Exhibit 10.52
EXCHANGE AGREEMENT
THIS EXCHANGE AGREEMENT (the “Agreement”) is made as of the 15th day of February 2023 by and between Greystone Housing Impact Investors LP (formerly known as America First Multifamily Investors, L.P.), a Delaware limited partnership (the “Partnership”), and the investor signatory hereto (the “Investor”).

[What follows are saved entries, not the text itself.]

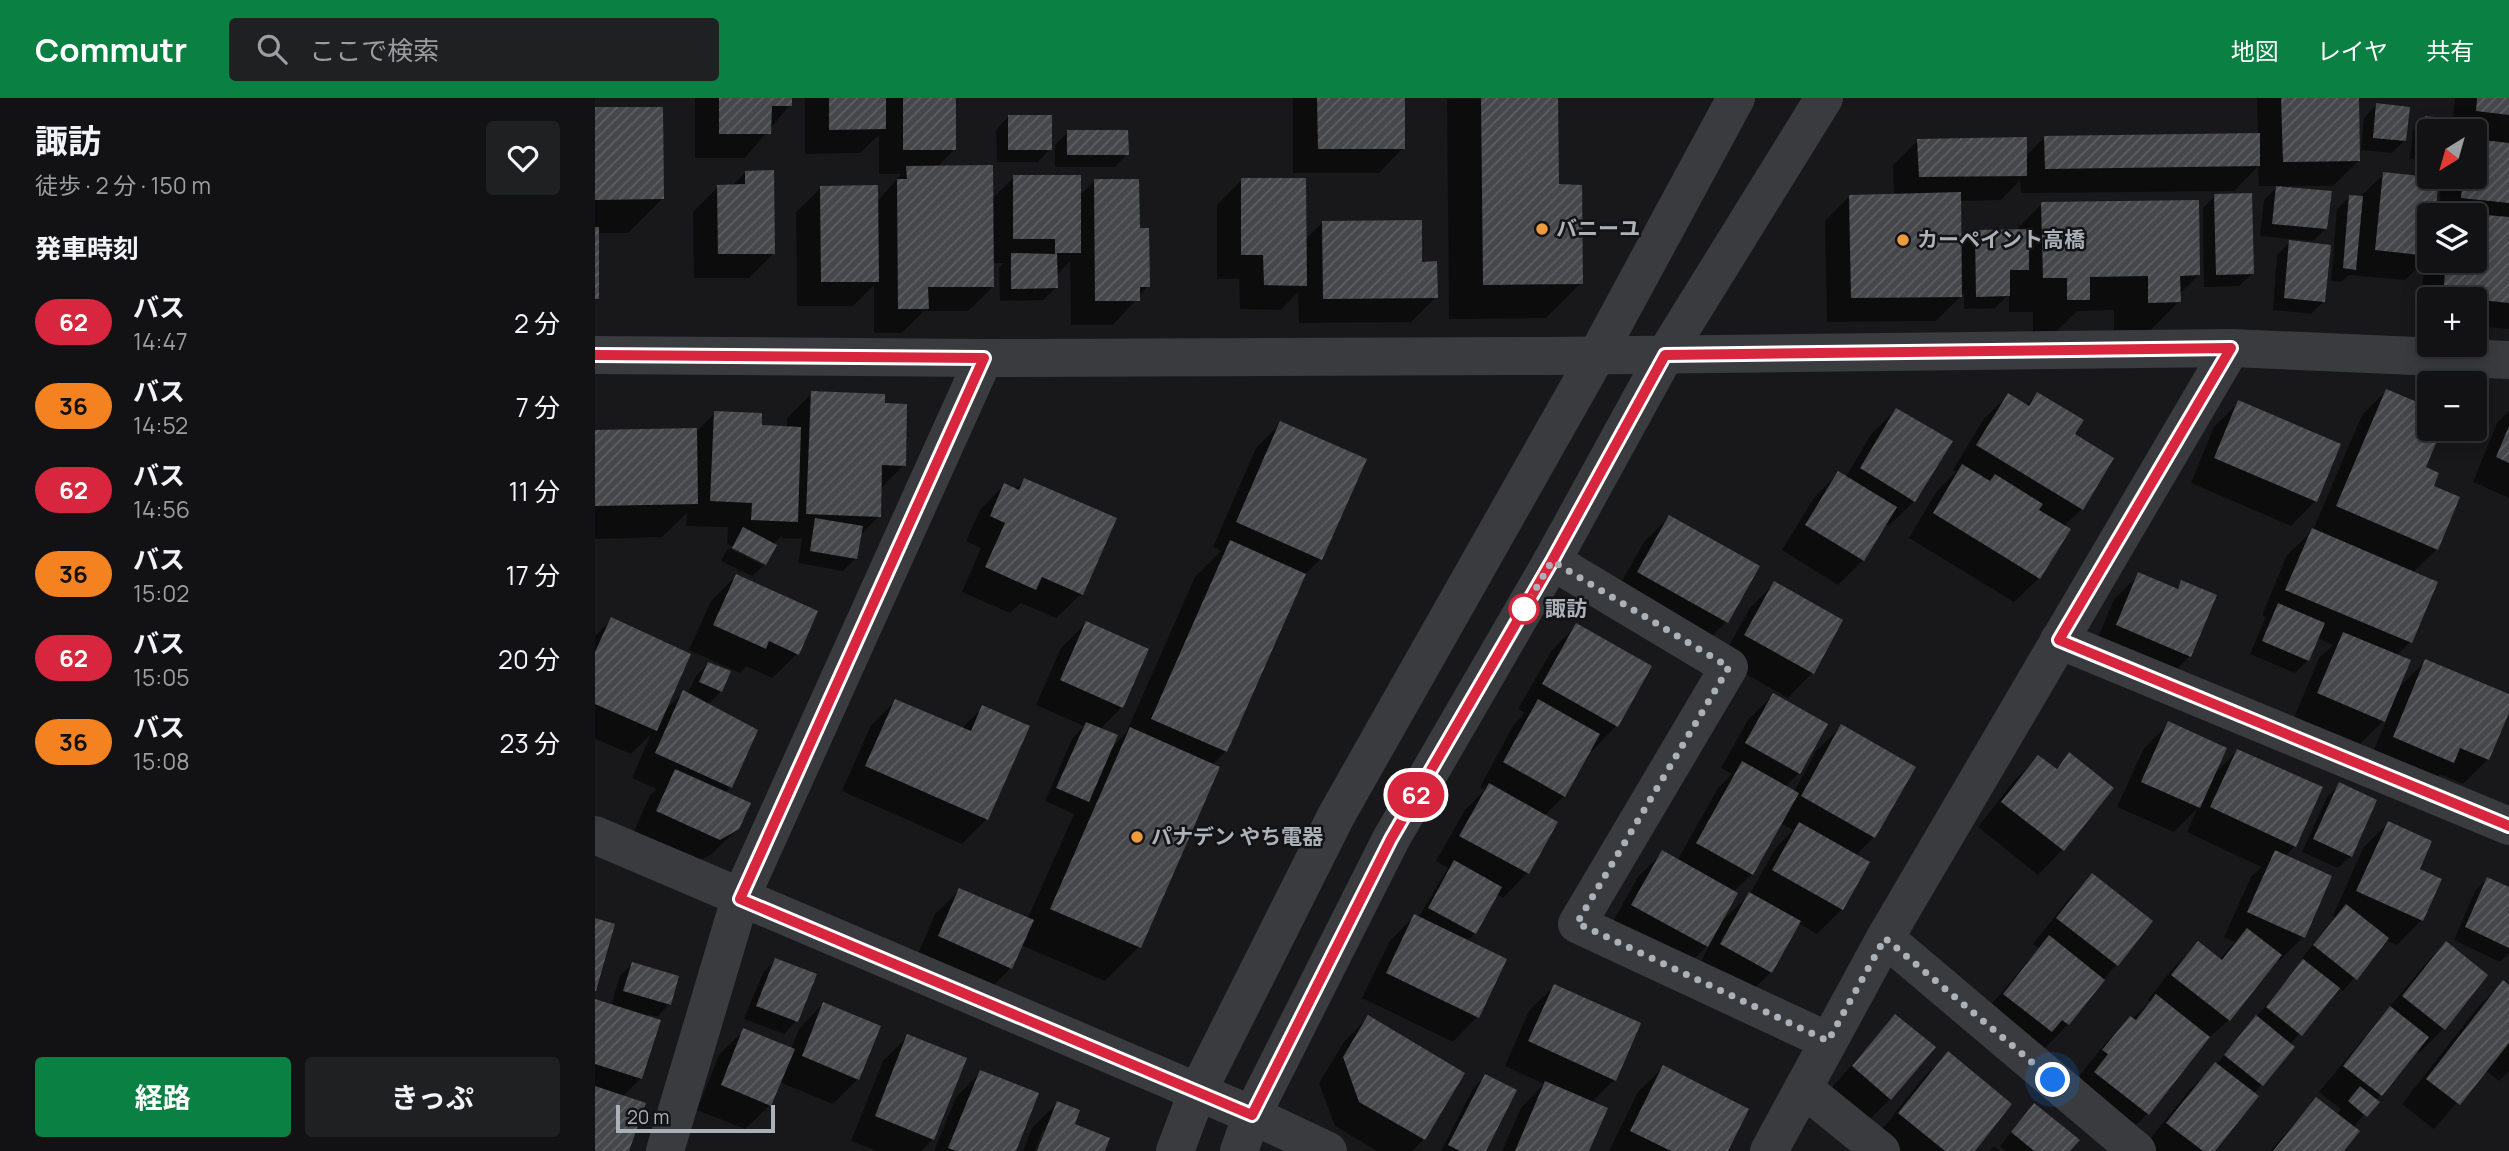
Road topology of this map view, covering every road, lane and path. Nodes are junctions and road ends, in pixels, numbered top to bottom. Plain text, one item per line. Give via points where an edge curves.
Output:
1 (1736, 98) edge
2 (1824, 98) edge
3 (2231, 348) junction
4 (595, 355) edge
5 (1597, 355) junction
6 (1665, 355) junction
7 (984, 358) junction
8 (2509, 360) edge
9 (1552, 561) junction
10 (2059, 640) junction
11 (2509, 826) edge
12 (595, 835) edge
13 (740, 899) junction
14 (1885, 938) junction
15 (1828, 1041) junction
16 (1803, 1088) junction
17 (1197, 1093) junction
18 (1252, 1115) junction
19 (665, 1151) edge
20 (1175, 1151) edge
21 (1239, 1151) edge
22 (1328, 1151) edge
23 (1769, 1151) edge
24 (1881, 1151) edge
25 (2137, 1151) edge

1 - 5 street
2 - 6 street
3 - 6 street
3 - 8 street
3 - 10 street
4 - 7 street
5 - 6 street
5 - 7 street
5 - 17 street via 1336,816
6 - 9 street
7 - 13 street
9 - 15 street via 1729,667 1577,923
9 - 18 street via 1391,839
10 - 11 street
10 - 14 street
12 - 13 street
13 - 17 street
13 - 19 street
14 - 15 street
14 - 25 street
15 - 16 street
16 - 23 street
16 - 24 street
17 - 18 street
17 - 20 street
18 - 21 street
18 - 22 street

WHEREAS, the Investor holds the securities of the Company set forth on the Investor’s signature page attached hereto (the “Existing Securities”);
WHEREAS, subject to the terms and conditions set forth in this Agreement, the Partnership desires to exchange with the Investor, and the Investor desires to exchange with the Company, the Existing Securities for the Series A-1 Preferred Units representing limited partnership interests of the Partnership set forth on the Investor’s signature page hereto (the “Series A-1 Preferred Units” or the “Exchange Securities”) having the rights, preferences, and privileges set forth in that certain Designation of the Preferences, Rights, Restrictions, and Limitations of the Series A-1 Preferred Units attached as Exhibit A- 1P to the Second Amended and Restated Agreement of Limited Partnership of the Partnership dated as of December 5, 2022 (the “Certificate of Designations”).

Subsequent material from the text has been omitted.